Scurrying around trees and ornaments, between bushes and foliage, they searched for opportune targets. Birds stopped singing; cats stopped meowing; insects stopped buzzing; flowers stopped echoing; the willow started trashing wildly. The quiet, contemplative serenity was deeply disturbed. Awoken by instincts keened to perfection from years on a Hellmouth, the older girl stood up, forsaking her book. She nudged her companion silently, alerting her through gestures of a possible menace.

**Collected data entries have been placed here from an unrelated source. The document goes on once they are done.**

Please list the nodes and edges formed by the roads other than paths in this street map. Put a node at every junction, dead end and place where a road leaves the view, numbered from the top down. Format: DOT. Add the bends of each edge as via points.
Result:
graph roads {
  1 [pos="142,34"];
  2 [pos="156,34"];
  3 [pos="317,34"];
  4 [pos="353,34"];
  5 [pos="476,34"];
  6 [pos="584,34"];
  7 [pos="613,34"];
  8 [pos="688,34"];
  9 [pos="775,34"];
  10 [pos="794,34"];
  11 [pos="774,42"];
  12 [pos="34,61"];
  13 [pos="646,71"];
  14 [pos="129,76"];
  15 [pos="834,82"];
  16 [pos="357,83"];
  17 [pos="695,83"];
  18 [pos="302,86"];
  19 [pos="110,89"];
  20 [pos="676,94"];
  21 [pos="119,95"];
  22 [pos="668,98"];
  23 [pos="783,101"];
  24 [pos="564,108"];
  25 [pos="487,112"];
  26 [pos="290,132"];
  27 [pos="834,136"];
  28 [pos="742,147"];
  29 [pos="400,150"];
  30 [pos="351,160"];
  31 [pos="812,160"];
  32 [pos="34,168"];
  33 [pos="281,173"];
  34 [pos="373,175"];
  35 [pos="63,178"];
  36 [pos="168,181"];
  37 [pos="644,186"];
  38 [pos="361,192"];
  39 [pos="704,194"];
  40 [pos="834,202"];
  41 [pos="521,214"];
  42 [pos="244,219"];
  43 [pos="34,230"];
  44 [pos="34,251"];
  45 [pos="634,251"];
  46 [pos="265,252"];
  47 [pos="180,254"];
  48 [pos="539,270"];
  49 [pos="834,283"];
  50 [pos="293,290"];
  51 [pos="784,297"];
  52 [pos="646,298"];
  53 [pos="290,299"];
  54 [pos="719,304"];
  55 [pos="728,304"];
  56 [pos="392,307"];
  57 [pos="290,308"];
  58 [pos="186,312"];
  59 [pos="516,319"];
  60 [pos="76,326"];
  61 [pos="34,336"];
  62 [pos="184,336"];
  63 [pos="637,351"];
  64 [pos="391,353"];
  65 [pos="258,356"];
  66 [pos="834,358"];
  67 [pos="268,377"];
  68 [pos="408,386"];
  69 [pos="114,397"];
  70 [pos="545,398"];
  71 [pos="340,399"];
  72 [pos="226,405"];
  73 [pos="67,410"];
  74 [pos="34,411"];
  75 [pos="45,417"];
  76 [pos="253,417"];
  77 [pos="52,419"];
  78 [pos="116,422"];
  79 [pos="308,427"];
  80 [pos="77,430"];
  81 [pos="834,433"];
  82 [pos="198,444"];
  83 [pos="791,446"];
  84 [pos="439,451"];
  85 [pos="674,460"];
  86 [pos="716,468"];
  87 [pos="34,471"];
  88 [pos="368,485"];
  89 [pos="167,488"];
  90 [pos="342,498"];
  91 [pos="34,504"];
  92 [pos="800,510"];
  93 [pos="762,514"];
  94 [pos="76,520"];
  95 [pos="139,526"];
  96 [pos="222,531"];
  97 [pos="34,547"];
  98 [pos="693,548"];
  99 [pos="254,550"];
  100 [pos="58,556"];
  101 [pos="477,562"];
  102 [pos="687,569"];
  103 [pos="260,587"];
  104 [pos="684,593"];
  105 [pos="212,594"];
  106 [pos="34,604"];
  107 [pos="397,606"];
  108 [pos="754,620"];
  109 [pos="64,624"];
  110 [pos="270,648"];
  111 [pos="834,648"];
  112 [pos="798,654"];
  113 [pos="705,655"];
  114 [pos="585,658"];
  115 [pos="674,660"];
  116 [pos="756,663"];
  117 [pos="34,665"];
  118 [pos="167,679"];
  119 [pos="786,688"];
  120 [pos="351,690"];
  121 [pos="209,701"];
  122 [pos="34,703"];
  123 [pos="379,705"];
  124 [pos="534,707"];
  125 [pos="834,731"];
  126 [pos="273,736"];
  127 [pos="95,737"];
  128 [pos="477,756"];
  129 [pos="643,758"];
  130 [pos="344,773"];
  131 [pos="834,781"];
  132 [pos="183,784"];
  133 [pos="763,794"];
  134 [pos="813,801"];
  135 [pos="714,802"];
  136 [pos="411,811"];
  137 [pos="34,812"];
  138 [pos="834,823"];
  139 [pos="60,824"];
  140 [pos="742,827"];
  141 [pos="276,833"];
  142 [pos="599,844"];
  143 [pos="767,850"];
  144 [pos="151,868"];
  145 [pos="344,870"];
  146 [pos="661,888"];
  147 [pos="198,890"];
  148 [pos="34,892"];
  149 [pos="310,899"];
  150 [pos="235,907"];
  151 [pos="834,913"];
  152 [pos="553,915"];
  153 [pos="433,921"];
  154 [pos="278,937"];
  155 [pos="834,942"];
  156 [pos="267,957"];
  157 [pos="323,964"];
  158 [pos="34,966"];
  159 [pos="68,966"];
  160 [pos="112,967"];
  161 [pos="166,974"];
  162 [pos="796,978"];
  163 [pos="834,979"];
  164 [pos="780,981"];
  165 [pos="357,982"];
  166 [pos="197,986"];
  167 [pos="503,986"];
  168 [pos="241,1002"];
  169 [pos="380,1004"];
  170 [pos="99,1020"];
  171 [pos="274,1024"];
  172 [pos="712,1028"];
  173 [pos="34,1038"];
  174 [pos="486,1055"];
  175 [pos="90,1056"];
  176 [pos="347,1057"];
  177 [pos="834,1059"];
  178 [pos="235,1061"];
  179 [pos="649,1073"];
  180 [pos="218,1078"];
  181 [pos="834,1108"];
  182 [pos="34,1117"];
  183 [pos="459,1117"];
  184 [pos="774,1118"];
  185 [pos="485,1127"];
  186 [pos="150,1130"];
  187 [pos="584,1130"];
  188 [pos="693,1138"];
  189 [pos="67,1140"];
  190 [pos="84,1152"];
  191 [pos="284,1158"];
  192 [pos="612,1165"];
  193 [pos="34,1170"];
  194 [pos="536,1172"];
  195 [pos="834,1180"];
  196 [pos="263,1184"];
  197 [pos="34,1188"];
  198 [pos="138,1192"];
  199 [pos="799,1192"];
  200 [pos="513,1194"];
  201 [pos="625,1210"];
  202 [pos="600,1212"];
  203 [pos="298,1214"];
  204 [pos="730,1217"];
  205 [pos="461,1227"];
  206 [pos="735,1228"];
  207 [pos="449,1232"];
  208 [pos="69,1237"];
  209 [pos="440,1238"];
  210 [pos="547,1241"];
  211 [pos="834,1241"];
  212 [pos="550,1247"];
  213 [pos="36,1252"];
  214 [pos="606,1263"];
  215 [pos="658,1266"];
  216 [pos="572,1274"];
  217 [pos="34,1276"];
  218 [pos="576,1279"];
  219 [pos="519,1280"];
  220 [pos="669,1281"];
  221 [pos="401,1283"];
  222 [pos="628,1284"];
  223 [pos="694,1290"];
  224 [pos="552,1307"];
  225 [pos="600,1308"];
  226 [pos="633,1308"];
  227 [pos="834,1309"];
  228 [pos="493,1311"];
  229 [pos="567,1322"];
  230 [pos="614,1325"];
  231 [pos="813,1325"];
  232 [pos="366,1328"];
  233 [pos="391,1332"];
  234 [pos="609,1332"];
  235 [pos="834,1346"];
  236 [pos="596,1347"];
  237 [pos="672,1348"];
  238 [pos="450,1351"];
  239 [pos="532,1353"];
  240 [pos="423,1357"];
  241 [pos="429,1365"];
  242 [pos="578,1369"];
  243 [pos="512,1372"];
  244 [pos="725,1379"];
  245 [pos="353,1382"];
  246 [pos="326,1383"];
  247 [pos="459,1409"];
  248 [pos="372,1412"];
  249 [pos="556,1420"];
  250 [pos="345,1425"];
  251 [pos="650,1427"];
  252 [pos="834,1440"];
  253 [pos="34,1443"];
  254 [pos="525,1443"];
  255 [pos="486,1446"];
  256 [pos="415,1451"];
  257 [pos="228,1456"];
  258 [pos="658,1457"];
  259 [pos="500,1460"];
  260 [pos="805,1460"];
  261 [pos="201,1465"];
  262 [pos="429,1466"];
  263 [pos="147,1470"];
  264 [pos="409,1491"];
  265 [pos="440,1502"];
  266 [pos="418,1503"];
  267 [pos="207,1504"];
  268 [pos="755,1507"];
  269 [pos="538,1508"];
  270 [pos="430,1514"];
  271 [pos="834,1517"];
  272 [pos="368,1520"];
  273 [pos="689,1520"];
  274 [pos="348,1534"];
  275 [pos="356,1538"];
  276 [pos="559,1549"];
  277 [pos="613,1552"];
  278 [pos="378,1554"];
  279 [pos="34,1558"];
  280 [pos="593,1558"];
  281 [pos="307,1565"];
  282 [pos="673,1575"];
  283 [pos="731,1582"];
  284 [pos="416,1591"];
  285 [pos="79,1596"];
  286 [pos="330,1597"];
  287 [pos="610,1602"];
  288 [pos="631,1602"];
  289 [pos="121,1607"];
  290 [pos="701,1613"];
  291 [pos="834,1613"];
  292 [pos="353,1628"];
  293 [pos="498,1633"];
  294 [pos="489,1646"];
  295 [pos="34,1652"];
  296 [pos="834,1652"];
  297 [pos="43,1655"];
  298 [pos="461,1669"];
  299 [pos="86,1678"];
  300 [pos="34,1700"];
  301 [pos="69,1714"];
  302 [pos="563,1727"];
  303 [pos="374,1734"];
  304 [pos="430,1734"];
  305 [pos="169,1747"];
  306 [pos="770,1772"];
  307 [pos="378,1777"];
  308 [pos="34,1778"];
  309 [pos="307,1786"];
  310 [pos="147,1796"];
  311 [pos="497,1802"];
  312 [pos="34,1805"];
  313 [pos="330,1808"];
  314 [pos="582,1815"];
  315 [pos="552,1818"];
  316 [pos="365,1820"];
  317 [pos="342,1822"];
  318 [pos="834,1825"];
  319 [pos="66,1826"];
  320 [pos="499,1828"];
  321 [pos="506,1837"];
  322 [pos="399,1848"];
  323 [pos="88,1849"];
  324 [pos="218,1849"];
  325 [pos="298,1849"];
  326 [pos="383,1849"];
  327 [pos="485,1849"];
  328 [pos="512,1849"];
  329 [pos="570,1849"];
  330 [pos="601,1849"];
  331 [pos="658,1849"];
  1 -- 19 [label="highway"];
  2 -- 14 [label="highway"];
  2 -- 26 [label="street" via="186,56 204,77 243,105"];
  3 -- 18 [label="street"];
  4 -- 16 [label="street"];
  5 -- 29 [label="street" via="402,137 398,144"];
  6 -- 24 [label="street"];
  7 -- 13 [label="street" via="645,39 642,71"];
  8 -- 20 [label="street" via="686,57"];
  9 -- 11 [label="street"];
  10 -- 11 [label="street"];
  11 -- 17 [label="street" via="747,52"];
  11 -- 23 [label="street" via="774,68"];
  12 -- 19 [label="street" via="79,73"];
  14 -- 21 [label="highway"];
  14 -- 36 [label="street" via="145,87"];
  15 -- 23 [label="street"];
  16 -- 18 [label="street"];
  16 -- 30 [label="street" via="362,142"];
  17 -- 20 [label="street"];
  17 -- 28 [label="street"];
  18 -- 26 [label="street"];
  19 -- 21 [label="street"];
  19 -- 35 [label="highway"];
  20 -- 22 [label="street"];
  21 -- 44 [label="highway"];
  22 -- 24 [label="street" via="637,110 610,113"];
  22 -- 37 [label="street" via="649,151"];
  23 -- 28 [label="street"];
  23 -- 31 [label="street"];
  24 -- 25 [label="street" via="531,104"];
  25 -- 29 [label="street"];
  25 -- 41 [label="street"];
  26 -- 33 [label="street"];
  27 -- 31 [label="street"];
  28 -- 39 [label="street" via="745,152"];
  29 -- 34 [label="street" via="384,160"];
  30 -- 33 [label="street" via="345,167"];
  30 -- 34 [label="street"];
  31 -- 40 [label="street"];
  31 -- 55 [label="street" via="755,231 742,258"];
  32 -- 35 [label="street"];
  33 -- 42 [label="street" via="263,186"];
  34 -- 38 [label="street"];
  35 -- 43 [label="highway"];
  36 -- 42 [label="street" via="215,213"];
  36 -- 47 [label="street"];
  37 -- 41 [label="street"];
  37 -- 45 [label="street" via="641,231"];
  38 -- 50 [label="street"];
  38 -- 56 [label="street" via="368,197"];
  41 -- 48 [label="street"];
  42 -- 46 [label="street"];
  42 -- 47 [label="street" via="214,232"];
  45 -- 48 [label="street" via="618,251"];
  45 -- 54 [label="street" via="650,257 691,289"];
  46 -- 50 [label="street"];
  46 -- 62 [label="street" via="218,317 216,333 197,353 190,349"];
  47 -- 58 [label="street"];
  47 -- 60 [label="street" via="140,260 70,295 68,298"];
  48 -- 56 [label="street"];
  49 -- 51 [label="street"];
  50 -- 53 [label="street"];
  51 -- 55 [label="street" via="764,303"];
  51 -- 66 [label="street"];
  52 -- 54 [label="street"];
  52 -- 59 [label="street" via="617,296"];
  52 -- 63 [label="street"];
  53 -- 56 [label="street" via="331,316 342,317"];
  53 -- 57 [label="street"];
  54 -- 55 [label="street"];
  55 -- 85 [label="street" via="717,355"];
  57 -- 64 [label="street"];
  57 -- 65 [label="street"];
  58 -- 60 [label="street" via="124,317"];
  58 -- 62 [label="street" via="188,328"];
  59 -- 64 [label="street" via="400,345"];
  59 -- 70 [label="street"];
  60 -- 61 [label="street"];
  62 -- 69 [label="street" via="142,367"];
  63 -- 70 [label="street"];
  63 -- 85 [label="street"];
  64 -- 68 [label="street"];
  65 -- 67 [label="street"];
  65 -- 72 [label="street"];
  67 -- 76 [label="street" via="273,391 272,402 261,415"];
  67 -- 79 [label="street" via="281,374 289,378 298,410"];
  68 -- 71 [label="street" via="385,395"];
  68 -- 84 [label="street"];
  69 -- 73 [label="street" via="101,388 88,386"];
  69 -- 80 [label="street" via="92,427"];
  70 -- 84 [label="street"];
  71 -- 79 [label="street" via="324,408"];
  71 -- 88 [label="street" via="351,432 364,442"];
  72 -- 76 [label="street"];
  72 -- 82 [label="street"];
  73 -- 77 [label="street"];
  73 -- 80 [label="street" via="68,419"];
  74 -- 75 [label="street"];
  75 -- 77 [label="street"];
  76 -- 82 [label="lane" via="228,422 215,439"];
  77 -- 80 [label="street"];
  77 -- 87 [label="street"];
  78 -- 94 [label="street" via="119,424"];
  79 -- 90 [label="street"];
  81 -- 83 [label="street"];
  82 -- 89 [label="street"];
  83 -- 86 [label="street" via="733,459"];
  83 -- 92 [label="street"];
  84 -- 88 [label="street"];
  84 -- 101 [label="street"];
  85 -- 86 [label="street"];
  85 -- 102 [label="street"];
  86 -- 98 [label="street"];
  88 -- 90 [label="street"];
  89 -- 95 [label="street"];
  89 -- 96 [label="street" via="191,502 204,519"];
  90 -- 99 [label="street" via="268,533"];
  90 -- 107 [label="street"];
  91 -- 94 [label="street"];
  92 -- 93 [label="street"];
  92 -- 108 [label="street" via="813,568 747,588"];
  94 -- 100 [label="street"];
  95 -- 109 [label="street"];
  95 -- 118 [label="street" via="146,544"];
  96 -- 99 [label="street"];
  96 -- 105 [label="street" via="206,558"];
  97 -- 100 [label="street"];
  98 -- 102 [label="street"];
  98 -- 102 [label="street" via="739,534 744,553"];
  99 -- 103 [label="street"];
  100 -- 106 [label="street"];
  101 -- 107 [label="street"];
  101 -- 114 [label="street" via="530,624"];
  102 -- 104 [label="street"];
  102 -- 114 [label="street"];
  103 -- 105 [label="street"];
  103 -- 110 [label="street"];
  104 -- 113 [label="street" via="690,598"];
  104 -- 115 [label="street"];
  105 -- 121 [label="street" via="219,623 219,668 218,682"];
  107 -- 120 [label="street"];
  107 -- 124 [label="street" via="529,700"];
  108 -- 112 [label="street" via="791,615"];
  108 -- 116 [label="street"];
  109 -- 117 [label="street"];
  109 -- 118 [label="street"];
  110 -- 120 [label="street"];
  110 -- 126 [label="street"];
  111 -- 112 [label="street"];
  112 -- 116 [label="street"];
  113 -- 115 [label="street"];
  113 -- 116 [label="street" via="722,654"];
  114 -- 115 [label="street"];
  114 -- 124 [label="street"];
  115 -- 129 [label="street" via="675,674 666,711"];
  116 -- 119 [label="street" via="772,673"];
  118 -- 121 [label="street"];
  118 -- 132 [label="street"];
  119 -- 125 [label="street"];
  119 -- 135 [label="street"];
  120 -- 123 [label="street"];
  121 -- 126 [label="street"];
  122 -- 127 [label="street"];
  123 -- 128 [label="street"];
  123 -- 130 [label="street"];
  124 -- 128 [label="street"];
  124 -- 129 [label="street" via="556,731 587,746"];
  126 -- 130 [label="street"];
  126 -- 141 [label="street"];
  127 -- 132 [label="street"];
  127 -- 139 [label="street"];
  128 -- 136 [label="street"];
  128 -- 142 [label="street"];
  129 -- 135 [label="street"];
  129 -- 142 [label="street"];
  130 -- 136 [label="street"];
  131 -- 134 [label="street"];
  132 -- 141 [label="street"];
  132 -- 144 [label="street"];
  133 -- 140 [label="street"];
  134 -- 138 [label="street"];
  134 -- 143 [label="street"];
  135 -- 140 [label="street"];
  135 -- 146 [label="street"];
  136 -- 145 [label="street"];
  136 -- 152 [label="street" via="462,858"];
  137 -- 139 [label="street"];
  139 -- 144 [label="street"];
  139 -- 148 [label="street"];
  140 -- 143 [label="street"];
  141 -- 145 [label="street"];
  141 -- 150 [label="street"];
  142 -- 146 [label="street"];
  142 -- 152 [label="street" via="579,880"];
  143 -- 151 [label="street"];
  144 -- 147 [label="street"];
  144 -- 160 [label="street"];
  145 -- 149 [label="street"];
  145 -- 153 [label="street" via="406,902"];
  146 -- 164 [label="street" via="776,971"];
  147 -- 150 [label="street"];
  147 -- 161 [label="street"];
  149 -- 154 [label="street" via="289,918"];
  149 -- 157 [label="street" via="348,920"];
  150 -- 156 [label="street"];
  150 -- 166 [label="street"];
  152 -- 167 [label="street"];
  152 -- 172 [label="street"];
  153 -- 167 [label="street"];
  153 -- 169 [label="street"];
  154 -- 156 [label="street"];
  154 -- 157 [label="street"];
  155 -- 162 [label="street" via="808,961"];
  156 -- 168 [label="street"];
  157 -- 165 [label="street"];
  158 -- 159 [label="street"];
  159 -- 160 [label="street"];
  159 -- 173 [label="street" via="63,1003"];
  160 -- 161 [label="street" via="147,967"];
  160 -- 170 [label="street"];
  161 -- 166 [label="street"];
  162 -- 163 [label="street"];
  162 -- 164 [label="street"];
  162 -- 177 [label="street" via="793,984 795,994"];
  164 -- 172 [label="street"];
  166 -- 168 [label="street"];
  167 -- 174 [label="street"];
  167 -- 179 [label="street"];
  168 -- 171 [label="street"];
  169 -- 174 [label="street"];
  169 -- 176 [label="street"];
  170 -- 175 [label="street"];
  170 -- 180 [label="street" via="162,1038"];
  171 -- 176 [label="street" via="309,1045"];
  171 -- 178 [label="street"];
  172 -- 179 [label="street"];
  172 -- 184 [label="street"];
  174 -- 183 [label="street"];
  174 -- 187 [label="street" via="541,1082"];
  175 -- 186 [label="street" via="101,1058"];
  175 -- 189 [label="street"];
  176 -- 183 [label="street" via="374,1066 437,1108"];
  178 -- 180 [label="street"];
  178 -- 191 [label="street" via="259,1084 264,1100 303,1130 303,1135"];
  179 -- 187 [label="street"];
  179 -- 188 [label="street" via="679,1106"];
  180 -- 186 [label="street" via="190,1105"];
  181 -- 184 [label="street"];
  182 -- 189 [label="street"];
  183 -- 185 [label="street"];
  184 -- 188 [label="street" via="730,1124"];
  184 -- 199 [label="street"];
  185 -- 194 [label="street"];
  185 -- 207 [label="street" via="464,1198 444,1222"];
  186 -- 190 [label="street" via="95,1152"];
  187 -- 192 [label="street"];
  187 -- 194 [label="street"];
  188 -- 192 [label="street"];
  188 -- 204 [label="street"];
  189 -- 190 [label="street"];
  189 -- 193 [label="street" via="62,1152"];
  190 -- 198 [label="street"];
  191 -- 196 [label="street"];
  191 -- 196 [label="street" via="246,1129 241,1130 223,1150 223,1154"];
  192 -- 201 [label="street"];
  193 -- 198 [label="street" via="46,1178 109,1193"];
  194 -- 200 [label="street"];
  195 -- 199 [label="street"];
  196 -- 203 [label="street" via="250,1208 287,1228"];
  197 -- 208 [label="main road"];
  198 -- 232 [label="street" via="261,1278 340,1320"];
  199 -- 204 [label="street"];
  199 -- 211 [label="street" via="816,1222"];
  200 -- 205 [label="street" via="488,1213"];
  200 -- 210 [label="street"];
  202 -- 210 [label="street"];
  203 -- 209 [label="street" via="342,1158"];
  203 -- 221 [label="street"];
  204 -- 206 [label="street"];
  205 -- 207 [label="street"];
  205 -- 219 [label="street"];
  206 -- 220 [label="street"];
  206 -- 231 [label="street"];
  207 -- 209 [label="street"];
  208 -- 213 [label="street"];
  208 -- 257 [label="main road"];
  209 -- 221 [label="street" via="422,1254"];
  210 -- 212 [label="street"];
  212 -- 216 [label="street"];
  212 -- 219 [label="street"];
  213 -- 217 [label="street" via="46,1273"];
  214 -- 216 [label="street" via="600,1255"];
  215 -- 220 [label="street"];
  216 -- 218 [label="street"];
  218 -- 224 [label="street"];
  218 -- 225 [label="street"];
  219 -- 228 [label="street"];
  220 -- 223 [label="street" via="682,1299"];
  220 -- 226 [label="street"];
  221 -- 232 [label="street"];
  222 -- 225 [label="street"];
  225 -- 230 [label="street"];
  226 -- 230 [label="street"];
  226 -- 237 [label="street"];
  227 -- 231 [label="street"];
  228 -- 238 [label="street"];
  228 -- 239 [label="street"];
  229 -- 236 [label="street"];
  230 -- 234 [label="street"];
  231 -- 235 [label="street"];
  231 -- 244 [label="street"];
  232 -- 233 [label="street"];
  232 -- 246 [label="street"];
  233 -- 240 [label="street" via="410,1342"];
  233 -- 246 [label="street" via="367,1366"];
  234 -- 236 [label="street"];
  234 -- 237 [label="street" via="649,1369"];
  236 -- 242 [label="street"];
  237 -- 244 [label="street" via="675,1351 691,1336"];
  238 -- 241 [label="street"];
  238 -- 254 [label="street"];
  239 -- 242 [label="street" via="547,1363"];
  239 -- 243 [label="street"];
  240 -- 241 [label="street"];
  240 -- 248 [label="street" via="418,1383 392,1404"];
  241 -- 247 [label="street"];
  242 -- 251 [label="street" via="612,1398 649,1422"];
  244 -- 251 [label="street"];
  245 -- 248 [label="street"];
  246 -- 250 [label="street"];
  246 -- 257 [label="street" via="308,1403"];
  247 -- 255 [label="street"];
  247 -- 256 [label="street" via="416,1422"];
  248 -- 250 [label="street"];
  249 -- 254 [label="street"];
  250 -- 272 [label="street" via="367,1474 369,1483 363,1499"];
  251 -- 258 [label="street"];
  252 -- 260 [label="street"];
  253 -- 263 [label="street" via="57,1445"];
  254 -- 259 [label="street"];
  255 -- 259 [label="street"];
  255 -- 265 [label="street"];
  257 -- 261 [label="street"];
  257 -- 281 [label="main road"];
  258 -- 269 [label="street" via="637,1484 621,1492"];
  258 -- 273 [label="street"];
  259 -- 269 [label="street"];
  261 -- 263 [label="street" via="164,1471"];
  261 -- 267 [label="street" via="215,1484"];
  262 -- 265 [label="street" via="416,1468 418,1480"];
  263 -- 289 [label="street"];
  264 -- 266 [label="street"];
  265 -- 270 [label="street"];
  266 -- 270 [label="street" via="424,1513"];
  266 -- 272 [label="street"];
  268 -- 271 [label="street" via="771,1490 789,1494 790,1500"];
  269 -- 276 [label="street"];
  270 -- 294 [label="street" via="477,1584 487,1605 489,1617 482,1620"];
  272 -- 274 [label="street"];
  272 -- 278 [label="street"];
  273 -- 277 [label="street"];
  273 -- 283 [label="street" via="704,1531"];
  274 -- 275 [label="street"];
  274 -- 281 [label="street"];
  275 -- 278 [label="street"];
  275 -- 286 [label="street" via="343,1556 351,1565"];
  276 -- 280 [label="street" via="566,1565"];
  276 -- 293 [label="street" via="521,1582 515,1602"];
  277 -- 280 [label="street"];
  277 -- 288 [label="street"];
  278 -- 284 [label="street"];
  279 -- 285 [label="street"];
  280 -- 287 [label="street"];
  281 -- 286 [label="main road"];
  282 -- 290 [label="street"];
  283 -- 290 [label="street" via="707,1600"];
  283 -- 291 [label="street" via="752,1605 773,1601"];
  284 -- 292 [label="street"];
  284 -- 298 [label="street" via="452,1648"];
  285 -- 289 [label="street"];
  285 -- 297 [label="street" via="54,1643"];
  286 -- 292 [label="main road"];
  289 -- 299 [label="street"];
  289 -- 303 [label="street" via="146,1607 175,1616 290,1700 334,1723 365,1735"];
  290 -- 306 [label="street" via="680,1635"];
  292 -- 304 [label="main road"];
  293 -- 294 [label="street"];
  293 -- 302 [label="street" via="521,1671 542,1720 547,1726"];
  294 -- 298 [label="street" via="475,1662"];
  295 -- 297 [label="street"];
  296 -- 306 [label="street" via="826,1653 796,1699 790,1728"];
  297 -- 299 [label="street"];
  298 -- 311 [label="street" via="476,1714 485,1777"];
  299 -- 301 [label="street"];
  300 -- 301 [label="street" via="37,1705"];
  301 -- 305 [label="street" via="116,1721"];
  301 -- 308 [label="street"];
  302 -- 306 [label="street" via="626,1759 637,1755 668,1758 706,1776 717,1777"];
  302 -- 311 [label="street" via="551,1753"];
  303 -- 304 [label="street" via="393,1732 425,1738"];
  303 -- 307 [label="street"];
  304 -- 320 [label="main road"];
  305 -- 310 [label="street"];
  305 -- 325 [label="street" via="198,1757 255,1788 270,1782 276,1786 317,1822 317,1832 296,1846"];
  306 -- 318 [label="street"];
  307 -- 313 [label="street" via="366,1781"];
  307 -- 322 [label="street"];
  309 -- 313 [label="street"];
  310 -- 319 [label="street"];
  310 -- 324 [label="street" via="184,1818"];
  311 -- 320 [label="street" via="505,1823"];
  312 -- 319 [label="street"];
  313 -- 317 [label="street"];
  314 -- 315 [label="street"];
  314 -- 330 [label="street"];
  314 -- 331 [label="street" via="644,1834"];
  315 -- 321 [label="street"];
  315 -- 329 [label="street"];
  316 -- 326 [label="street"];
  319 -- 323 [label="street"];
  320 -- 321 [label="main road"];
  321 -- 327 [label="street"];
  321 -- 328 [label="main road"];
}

The lithe blonde jumped on her feet. She reflexively seized her pendant, worn in remembrance of her mother. A simple pressure on the side released a magically isolated razor-sharp blade. This was a small sacrificial blade, used to donate blood in potion-making, too short to serve as an effective weapon. Still, that kitten had claws now.

The older girl placed a hand on the shoulder of the younger one, offering guidance. Carefully, she enforced a methodical retreat toward the safety of the manor, ensuring that their back wasn't turned to any possible danger. She moved noiselessly, not wanting to alert any threat. Her eyes darted about nervously, stopping frequently on the willow, her best indicator of peril. They were halfway to the manor when all their care failed them. The menace was confirmed in the form of a raspy masculine voice.

"Bloody Merlin!" they heard. "Brats."

"What do we do?" asked a fatter, vulgar and strongly accentuated voice.

"Nothing friendly." muttered the brunette, immediately proven right by the raspy voice.

"They're not worth it and the manors too protected. We'll leave them a few dementors for a friendly play date."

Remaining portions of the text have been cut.